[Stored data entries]
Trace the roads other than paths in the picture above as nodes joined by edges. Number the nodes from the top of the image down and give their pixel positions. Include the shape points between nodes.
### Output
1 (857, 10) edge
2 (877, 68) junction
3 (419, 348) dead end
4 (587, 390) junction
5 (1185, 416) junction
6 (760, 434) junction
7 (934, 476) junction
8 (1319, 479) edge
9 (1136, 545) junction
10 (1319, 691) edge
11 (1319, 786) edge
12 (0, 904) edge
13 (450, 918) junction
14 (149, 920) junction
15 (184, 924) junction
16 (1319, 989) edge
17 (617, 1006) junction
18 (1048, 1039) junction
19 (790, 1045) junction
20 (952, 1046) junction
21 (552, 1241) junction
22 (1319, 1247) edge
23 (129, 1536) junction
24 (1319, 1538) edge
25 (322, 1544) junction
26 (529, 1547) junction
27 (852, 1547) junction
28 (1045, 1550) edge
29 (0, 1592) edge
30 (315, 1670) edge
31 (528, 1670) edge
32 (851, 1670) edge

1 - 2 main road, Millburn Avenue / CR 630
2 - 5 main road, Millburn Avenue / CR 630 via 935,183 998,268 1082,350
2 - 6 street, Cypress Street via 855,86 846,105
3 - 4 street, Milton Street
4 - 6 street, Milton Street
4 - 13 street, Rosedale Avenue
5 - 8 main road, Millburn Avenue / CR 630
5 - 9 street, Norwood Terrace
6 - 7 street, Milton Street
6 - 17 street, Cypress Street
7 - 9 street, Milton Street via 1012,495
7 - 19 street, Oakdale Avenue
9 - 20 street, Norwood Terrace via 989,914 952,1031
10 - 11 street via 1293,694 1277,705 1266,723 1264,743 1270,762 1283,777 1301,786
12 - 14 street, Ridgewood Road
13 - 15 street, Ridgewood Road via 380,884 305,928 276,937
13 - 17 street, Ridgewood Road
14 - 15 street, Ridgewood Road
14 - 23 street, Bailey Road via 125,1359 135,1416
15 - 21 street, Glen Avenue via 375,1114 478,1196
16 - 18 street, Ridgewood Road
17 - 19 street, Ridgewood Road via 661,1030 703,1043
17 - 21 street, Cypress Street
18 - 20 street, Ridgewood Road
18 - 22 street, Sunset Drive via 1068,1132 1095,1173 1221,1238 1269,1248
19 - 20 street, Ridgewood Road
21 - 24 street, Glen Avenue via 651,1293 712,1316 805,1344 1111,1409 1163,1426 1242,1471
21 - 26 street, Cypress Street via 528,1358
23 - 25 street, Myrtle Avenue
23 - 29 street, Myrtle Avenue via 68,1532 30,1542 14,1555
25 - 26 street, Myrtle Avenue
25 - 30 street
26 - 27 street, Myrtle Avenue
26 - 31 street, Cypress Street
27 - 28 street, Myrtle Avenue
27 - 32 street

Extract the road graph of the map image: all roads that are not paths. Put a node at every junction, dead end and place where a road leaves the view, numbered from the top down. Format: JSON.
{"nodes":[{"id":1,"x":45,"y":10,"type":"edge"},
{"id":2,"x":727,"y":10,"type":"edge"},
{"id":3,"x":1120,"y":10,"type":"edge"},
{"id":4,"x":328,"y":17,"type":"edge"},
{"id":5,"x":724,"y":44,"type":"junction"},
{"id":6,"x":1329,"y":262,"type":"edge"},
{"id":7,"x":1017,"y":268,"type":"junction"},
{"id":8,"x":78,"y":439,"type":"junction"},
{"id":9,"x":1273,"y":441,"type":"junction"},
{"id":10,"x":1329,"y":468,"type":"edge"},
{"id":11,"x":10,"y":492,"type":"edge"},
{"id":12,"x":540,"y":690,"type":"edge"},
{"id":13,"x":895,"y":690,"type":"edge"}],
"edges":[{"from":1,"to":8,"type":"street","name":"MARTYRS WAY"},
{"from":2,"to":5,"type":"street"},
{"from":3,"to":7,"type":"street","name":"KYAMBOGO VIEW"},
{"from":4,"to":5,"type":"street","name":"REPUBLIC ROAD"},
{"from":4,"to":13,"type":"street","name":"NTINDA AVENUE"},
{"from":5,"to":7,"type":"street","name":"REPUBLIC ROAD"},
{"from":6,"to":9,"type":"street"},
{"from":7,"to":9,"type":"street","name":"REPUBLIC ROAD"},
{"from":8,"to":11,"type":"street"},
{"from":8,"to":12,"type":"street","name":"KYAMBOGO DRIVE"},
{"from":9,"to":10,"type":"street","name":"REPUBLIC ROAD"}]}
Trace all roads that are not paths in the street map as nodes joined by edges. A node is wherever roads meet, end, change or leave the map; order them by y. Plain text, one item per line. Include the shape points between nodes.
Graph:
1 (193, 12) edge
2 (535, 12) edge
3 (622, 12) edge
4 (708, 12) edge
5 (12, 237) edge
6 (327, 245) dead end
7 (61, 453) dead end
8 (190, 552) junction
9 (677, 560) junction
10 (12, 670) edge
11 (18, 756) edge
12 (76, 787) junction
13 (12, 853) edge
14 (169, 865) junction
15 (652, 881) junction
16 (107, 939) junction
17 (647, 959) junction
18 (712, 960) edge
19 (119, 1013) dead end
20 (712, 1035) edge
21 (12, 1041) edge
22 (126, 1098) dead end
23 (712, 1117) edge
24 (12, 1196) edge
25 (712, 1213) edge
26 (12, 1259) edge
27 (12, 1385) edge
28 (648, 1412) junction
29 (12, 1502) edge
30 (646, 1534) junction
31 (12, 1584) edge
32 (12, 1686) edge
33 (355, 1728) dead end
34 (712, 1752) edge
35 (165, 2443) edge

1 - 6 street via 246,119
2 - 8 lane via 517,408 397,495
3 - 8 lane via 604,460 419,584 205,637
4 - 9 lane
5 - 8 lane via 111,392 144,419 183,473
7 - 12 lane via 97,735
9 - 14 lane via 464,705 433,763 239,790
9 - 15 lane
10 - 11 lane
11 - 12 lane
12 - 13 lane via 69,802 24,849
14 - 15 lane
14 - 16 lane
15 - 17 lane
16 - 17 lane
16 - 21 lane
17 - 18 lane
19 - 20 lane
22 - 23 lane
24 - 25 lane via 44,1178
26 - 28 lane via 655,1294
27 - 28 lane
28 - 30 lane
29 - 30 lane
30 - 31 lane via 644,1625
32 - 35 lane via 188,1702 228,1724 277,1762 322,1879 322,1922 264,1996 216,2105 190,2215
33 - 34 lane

> What the task asks: Reproduce all the entries verbatim, leaving nothing out.

> Result:
Trace the roads other than paths in the picture above as nodes joined by edges. Number the nodes from the top of the image down and give their pixel positions. Include the shape points between nodes.
### Output
1 (857, 10) edge
2 (877, 68) junction
3 (419, 348) dead end
4 (587, 390) junction
5 (1185, 416) junction
6 (760, 434) junction
7 (934, 476) junction
8 (1319, 479) edge
9 (1136, 545) junction
10 (1319, 691) edge
11 (1319, 786) edge
12 (0, 904) edge
13 (450, 918) junction
14 (149, 920) junction
15 (184, 924) junction
16 (1319, 989) edge
17 (617, 1006) junction
18 (1048, 1039) junction
19 (790, 1045) junction
20 (952, 1046) junction
21 (552, 1241) junction
22 (1319, 1247) edge
23 (129, 1536) junction
24 (1319, 1538) edge
25 (322, 1544) junction
26 (529, 1547) junction
27 (852, 1547) junction
28 (1045, 1550) edge
29 (0, 1592) edge
30 (315, 1670) edge
31 (528, 1670) edge
32 (851, 1670) edge

1 - 2 main road, Millburn Avenue / CR 630
2 - 5 main road, Millburn Avenue / CR 630 via 935,183 998,268 1082,350
2 - 6 street, Cypress Street via 855,86 846,105
3 - 4 street, Milton Street
4 - 6 street, Milton Street
4 - 13 street, Rosedale Avenue
5 - 8 main road, Millburn Avenue / CR 630
5 - 9 street, Norwood Terrace
6 - 7 street, Milton Street
6 - 17 street, Cypress Street
7 - 9 street, Milton Street via 1012,495
7 - 19 street, Oakdale Avenue
9 - 20 street, Norwood Terrace via 989,914 952,1031
10 - 11 street via 1293,694 1277,705 1266,723 1264,743 1270,762 1283,777 1301,786
12 - 14 street, Ridgewood Road
13 - 15 street, Ridgewood Road via 380,884 305,928 276,937
13 - 17 street, Ridgewood Road
14 - 15 street, Ridgewood Road
14 - 23 street, Bailey Road via 125,1359 135,1416
15 - 21 street, Glen Avenue via 375,1114 478,1196
16 - 18 street, Ridgewood Road
17 - 19 street, Ridgewood Road via 661,1030 703,1043
17 - 21 street, Cypress Street
18 - 20 street, Ridgewood Road
18 - 22 street, Sunset Drive via 1068,1132 1095,1173 1221,1238 1269,1248
19 - 20 street, Ridgewood Road
21 - 24 street, Glen Avenue via 651,1293 712,1316 805,1344 1111,1409 1163,1426 1242,1471
21 - 26 street, Cypress Street via 528,1358
23 - 25 street, Myrtle Avenue
23 - 29 street, Myrtle Avenue via 68,1532 30,1542 14,1555
25 - 26 street, Myrtle Avenue
25 - 30 street
26 - 27 street, Myrtle Avenue
26 - 31 street, Cypress Street
27 - 28 street, Myrtle Avenue
27 - 32 street

Extract the road graph of the map image: all roads that are not paths. Put a node at every junction, dead end and place where a road leaves the view, numbered from the top down. Format: JSON.
{"nodes":[{"id":1,"x":45,"y":10,"type":"edge"},
{"id":2,"x":727,"y":10,"type":"edge"},
{"id":3,"x":1120,"y":10,"type":"edge"},
{"id":4,"x":328,"y":17,"type":"edge"},
{"id":5,"x":724,"y":44,"type":"junction"},
{"id":6,"x":1329,"y":262,"type":"edge"},
{"id":7,"x":1017,"y":268,"type":"junction"},
{"id":8,"x":78,"y":439,"type":"junction"},
{"id":9,"x":1273,"y":441,"type":"junction"},
{"id":10,"x":1329,"y":468,"type":"edge"},
{"id":11,"x":10,"y":492,"type":"edge"},
{"id":12,"x":540,"y":690,"type":"edge"},
{"id":13,"x":895,"y":690,"type":"edge"}],
"edges":[{"from":1,"to":8,"type":"street","name":"MARTYRS WAY"},
{"from":2,"to":5,"type":"street"},
{"from":3,"to":7,"type":"street","name":"KYAMBOGO VIEW"},
{"from":4,"to":5,"type":"street","name":"REPUBLIC ROAD"},
{"from":4,"to":13,"type":"street","name":"NTINDA AVENUE"},
{"from":5,"to":7,"type":"street","name":"REPUBLIC ROAD"},
{"from":6,"to":9,"type":"street"},
{"from":7,"to":9,"type":"street","name":"REPUBLIC ROAD"},
{"from":8,"to":11,"type":"street"},
{"from":8,"to":12,"type":"street","name":"KYAMBOGO DRIVE"},
{"from":9,"to":10,"type":"street","name":"REPUBLIC ROAD"}]}
Trace all roads that are not paths in the street map as nodes joined by edges. A node is wherever roads meet, end, change or leave the map; order them by y. Plain text, one item per line. Include the shape points between nodes.
Graph:
1 (193, 12) edge
2 (535, 12) edge
3 (622, 12) edge
4 (708, 12) edge
5 (12, 237) edge
6 (327, 245) dead end
7 (61, 453) dead end
8 (190, 552) junction
9 (677, 560) junction
10 (12, 670) edge
11 (18, 756) edge
12 (76, 787) junction
13 (12, 853) edge
14 (169, 865) junction
15 (652, 881) junction
16 (107, 939) junction
17 (647, 959) junction
18 (712, 960) edge
19 (119, 1013) dead end
20 (712, 1035) edge
21 (12, 1041) edge
22 (126, 1098) dead end
23 (712, 1117) edge
24 (12, 1196) edge
25 (712, 1213) edge
26 (12, 1259) edge
27 (12, 1385) edge
28 (648, 1412) junction
29 (12, 1502) edge
30 (646, 1534) junction
31 (12, 1584) edge
32 (12, 1686) edge
33 (355, 1728) dead end
34 (712, 1752) edge
35 (165, 2443) edge

1 - 6 street via 246,119
2 - 8 lane via 517,408 397,495
3 - 8 lane via 604,460 419,584 205,637
4 - 9 lane
5 - 8 lane via 111,392 144,419 183,473
7 - 12 lane via 97,735
9 - 14 lane via 464,705 433,763 239,790
9 - 15 lane
10 - 11 lane
11 - 12 lane
12 - 13 lane via 69,802 24,849
14 - 15 lane
14 - 16 lane
15 - 17 lane
16 - 17 lane
16 - 21 lane
17 - 18 lane
19 - 20 lane
22 - 23 lane
24 - 25 lane via 44,1178
26 - 28 lane via 655,1294
27 - 28 lane
28 - 30 lane
29 - 30 lane
30 - 31 lane via 644,1625
32 - 35 lane via 188,1702 228,1724 277,1762 322,1879 322,1922 264,1996 216,2105 190,2215
33 - 34 lane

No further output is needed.